Xela: For Frosty Mornings and Summer Nights

The well-timed reissue of John Twells' first Xela album, For Frosty Mornings and Summer Nights, arrives mere months after his macabre The Dead Sea. The debut originally appeared on Lee Norris's Neo Ouija label but, with the latter now sadly defunct, the re-issue is even more welcome. The four-year-old album, newly expanded by two tracks written shortly after the album's completion, traffics in enveloping and becalmed electronic atmospheres, making it dramatically different from the disturbed sea shanties of The Dead Sea and its predecessor, the relatively more folktronic Tangled Wool.
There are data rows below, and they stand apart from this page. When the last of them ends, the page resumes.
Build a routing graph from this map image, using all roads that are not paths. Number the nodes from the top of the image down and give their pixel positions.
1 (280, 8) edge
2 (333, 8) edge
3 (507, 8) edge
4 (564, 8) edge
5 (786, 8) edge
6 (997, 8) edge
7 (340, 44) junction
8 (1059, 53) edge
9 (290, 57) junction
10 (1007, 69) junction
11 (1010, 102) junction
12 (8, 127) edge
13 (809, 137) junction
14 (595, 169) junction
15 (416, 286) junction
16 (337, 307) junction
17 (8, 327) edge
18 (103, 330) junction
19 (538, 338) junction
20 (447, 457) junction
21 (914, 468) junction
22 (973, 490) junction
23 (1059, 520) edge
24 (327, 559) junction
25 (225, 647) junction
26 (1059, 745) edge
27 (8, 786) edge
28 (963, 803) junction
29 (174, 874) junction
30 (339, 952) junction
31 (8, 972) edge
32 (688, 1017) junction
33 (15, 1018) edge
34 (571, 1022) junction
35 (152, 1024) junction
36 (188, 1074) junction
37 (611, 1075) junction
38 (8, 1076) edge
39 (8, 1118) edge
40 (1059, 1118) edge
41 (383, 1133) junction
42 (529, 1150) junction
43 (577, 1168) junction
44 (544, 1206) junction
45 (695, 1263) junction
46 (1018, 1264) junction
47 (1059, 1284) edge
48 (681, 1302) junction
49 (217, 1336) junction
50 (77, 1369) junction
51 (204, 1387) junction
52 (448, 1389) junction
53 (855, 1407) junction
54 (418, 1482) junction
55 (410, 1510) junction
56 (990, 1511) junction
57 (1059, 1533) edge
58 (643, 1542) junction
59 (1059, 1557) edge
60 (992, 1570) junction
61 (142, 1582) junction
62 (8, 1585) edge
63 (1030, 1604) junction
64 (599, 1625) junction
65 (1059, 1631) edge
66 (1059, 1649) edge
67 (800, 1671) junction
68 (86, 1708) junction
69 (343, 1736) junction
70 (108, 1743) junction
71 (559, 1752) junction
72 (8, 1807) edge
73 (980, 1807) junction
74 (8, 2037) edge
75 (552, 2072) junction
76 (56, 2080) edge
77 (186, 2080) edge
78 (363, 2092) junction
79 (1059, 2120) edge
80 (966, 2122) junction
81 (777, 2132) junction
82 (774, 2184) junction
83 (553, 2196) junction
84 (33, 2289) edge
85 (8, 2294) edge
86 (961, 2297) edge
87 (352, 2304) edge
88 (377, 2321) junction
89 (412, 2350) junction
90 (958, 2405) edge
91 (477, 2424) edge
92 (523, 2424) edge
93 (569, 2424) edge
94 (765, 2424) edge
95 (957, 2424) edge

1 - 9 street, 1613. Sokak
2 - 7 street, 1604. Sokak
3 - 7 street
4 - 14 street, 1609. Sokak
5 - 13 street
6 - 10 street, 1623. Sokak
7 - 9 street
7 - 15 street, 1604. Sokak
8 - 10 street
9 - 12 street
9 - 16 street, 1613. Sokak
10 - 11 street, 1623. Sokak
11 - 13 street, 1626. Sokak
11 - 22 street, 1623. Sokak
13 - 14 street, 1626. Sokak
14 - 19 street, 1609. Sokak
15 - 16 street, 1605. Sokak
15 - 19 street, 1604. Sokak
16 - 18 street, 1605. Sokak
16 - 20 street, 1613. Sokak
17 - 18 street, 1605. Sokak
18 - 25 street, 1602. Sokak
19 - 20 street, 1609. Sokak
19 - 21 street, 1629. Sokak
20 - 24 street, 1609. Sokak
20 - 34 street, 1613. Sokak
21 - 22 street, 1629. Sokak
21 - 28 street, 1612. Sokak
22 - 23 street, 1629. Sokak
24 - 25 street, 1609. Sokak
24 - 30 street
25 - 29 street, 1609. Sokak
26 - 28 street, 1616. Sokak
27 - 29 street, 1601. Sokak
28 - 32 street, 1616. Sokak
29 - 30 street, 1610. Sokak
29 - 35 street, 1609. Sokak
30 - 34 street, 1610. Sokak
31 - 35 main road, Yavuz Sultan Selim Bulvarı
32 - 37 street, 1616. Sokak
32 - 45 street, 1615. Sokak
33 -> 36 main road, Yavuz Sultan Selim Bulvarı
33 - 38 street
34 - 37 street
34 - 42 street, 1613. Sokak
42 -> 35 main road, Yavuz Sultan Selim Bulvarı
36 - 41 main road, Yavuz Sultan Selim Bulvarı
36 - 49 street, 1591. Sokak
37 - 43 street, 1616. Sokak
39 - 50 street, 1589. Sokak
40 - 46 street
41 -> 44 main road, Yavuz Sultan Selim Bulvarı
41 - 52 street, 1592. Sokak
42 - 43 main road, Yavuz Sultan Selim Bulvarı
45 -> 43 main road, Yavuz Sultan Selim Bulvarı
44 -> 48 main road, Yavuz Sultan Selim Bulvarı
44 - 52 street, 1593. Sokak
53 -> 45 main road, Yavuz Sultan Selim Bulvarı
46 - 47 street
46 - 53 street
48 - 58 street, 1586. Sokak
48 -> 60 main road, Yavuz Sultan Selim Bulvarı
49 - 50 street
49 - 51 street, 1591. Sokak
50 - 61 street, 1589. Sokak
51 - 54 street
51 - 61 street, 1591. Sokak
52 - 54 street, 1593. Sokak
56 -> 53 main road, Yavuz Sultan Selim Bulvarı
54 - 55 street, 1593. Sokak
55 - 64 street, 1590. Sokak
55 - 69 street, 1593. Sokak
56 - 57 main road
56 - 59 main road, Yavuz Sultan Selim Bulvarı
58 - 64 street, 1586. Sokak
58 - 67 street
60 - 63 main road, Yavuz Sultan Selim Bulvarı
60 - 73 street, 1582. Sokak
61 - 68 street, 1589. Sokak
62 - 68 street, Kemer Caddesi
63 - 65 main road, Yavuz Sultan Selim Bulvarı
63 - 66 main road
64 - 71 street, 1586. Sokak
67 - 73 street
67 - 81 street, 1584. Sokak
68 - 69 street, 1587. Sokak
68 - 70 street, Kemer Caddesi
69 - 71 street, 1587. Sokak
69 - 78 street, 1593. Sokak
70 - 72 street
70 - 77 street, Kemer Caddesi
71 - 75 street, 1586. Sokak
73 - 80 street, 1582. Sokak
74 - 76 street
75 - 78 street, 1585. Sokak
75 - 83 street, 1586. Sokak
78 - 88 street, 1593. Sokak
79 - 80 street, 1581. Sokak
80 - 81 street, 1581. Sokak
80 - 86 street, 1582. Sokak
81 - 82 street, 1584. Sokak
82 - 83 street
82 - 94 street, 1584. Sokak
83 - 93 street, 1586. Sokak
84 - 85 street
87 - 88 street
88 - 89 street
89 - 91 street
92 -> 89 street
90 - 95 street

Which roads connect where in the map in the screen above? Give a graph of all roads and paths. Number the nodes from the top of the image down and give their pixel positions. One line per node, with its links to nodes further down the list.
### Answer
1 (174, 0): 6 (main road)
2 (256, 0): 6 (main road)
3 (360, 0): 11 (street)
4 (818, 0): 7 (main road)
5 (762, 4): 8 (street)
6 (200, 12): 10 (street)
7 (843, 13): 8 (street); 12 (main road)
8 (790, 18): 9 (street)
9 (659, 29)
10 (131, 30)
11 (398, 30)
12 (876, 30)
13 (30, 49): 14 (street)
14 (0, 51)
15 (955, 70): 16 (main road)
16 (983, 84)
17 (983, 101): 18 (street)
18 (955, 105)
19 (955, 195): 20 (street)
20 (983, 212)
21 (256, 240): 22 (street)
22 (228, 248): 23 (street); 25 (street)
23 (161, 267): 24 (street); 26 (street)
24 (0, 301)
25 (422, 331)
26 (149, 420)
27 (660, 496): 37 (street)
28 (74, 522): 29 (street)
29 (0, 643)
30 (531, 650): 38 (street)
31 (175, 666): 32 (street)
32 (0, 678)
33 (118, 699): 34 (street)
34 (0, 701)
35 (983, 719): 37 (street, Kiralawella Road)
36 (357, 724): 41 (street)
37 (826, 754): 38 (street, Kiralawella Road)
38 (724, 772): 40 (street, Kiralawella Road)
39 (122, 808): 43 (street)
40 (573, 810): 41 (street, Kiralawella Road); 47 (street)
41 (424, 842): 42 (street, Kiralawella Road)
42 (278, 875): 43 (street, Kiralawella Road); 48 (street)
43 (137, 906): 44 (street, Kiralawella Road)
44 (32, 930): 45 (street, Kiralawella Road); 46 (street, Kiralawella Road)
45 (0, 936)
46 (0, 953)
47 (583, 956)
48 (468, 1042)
Before creating the material on For Frosty Mornings and Summer Nights, Twells had weaned himself on assorted indie genres, including punk and metal, before discovering electronic music, so it doesn't surprise that the album finds him experimenting with multiple styles, as if searching to find his own voice. The album's dreamy synthetic pieces—more mood settings than melodic compositions, albeit ones bolstered by chiming keyboard melodies, ambient washes, and clicking beats that snap like firecrackers—reveal that he'd not only been immersing himself in electronic music of the Raster-Noton, 12k, and Neo Ouija type but clearly hip-hop too. The becalmed flow of “Afraid of Monsters” is in keeping with Neo Ouija's invitingly warm style, while “Digital Winter” is a textural vignette reminiscent of 12k. The symphonic meditation “Bobble Hats in Summer” impresses as a particularly heavenly evocation, especially when its 'Liberace' piano sprinkles appear. Understated hip-hop beats complement waves of harmonium-styled shimmer in “Under the Glow of Streetlights” while “Japanese Whispers” features chopped voices and a lurching hip-hop groove that one could mistake for a less frenetic Machine Drum track. In contrast to Tangled Wool, For Frosty Mornings and Summer Nights is also clearly not a guitar-oriented album as the instrument's first prominent appearance comes ten tracks in (“Last Breath”). The re-release will appeal not only to those who missed it the first time around but to those desiring greater insight into Xela's formative development.